Laughner first argues that because there is no "clear statutory language" so providing, there can be no crime of attempted child solicitation in Indiana. Br. of Appellant at 15. We disagree.

We necessarily begin from the premise that all crimes are statutory, and an act constitutes a crime when our legislature has defined it as such. See Herron v. State, 729 N.E.2d 1008, 1011 (Ind.Ct. App.2000),

trans. denied. Accordingly, we turn to that which our legislature has enacted as the definition of the specific offense of child solicitation as follows:

A person eighteen (18) years of age or older who knowing or intentionally solicits a child under fourteen (14) years of age to engage in
(1) sexual intercourse;
(2) deviate sexual conduct; or
(3) any fondling or touching intended to arouse or satisfy the sexual desires of either the child or the older person;
commits child solicitation, a class D felony. However, the offense is a Class C felony if it is committed by using a computer network.

Ind.Code § 35-42-4-6. The offense of attempt is defined in pertinent part as follows:

A person attempts to commit a crime when, acting with the culpability required for the commission of the crime, he engages in conduct that constitutes a substantial step toward commission of the crime.

Ind.Code § 35-41-5-1.

When we construe a statute, the primary rule is "to ascertain and give effect to the intent of the legislature." Chambliss v. State, 746 N.E.2d 73, 77 (Ind. 2001). "The best evidence of legislative intent is the language of the statute itself, and all words must be given their plain and ordinary meaning unless otherwise indicated by statute." Id.
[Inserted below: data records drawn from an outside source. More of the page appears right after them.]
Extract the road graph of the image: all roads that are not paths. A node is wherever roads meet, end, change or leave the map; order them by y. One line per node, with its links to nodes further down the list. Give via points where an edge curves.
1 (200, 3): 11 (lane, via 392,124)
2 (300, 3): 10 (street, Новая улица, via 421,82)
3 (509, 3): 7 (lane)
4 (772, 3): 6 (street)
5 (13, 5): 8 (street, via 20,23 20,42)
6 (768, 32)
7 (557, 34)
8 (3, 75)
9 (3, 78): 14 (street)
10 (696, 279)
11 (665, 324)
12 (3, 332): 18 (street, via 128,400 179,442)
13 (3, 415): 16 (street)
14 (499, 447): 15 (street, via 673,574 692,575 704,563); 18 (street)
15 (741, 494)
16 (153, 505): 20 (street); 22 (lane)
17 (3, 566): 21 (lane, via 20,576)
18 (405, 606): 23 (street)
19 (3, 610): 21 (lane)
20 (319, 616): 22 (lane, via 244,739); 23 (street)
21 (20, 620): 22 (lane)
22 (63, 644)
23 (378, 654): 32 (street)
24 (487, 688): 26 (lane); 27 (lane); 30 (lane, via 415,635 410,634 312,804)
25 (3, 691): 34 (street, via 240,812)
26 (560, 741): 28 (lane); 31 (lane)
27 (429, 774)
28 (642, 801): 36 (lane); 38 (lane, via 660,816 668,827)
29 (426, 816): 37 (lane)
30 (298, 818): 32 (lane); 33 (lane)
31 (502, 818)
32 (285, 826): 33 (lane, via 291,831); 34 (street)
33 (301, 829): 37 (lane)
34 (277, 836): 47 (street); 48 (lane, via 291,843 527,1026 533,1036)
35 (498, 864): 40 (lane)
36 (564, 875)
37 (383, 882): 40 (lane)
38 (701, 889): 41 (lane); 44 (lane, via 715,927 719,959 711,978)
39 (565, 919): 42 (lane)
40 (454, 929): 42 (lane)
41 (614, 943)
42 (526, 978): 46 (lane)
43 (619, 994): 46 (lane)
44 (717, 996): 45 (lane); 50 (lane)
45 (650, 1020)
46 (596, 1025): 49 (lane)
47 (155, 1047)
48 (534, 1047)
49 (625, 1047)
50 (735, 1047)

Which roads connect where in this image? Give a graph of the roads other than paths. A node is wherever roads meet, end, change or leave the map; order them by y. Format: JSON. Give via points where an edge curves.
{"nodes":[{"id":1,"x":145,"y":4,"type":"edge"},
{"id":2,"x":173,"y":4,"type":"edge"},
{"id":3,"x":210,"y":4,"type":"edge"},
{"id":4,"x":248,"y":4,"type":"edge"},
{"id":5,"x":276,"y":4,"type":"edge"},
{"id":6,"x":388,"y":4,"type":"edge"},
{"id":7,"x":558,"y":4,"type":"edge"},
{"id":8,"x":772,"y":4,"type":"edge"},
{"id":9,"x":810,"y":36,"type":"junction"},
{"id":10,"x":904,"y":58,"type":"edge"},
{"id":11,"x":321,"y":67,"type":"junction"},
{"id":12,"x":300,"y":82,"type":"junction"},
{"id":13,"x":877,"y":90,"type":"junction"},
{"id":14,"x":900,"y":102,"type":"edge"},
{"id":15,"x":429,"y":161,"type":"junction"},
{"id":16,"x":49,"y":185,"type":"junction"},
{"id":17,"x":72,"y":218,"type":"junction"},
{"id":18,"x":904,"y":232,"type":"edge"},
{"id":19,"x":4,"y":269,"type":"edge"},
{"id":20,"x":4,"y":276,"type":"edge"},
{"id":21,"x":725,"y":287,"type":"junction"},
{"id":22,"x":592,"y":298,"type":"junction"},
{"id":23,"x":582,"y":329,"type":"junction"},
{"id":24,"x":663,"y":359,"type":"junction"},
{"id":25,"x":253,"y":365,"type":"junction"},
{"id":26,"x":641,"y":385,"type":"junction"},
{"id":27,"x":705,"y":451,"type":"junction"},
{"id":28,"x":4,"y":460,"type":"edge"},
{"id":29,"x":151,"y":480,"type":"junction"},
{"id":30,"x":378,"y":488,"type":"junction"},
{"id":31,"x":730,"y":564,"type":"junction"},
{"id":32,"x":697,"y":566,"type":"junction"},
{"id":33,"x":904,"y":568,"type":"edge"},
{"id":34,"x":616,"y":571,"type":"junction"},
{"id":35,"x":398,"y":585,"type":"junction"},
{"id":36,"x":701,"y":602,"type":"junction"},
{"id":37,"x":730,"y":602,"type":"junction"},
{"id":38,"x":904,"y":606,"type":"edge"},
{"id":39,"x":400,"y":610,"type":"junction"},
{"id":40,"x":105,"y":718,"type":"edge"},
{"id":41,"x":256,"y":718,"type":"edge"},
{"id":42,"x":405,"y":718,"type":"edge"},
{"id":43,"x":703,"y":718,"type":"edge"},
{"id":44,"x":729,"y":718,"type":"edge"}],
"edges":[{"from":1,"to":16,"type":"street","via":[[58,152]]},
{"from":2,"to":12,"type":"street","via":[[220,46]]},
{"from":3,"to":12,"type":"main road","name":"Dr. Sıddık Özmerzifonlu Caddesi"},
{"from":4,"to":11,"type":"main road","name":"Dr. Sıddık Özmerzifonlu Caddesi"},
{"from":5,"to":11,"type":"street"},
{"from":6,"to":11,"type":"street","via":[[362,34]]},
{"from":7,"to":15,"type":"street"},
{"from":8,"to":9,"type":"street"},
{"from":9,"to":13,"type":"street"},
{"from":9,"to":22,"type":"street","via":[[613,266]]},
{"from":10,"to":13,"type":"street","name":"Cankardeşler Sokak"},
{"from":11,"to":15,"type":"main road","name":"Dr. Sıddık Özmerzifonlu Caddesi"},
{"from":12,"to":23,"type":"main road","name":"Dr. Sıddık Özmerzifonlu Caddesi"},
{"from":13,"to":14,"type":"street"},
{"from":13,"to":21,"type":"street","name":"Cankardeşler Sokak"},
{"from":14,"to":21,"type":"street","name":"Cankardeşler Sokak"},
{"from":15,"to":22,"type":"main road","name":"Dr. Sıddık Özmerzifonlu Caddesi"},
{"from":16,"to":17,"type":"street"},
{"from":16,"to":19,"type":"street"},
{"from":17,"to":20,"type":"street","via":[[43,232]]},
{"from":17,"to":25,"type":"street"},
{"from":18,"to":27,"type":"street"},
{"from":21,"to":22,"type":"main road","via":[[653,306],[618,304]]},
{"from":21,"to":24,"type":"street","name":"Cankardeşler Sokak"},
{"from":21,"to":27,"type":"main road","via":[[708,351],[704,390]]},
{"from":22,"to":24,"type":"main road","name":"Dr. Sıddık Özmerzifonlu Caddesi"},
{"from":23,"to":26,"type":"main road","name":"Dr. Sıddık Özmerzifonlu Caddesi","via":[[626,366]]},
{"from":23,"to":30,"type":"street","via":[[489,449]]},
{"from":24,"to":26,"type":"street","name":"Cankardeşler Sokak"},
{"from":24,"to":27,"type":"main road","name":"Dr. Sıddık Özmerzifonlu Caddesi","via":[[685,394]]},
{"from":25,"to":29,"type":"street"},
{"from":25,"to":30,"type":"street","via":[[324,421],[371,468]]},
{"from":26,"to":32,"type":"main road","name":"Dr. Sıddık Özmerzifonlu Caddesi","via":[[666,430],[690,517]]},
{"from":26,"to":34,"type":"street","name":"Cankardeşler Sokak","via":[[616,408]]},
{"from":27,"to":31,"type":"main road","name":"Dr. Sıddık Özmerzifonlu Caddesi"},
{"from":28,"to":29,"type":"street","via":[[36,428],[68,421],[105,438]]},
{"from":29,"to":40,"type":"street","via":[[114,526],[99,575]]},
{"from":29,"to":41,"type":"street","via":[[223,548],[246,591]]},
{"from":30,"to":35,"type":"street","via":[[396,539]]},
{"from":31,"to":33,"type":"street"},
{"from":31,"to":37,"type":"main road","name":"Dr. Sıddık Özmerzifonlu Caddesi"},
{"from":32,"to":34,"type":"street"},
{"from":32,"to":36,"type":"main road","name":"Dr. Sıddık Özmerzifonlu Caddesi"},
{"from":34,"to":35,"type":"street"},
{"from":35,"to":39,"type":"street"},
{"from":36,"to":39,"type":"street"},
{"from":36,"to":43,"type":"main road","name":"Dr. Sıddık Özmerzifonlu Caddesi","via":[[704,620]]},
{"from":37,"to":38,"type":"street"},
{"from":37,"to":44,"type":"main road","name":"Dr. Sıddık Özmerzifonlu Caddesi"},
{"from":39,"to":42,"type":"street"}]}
The child solicitation statute is a specific one, whereas the attempt statute is one of general applicability. No statutory language forbids there being an attempt offense in the case of the crime of solicitation.5

Laughner directs us to Ward v. State, 528 N.E.2d 52 (Ind.1988), to support his contention that "one cannot attempt an attempt." Br. of Appellant at 17. Ward began from the...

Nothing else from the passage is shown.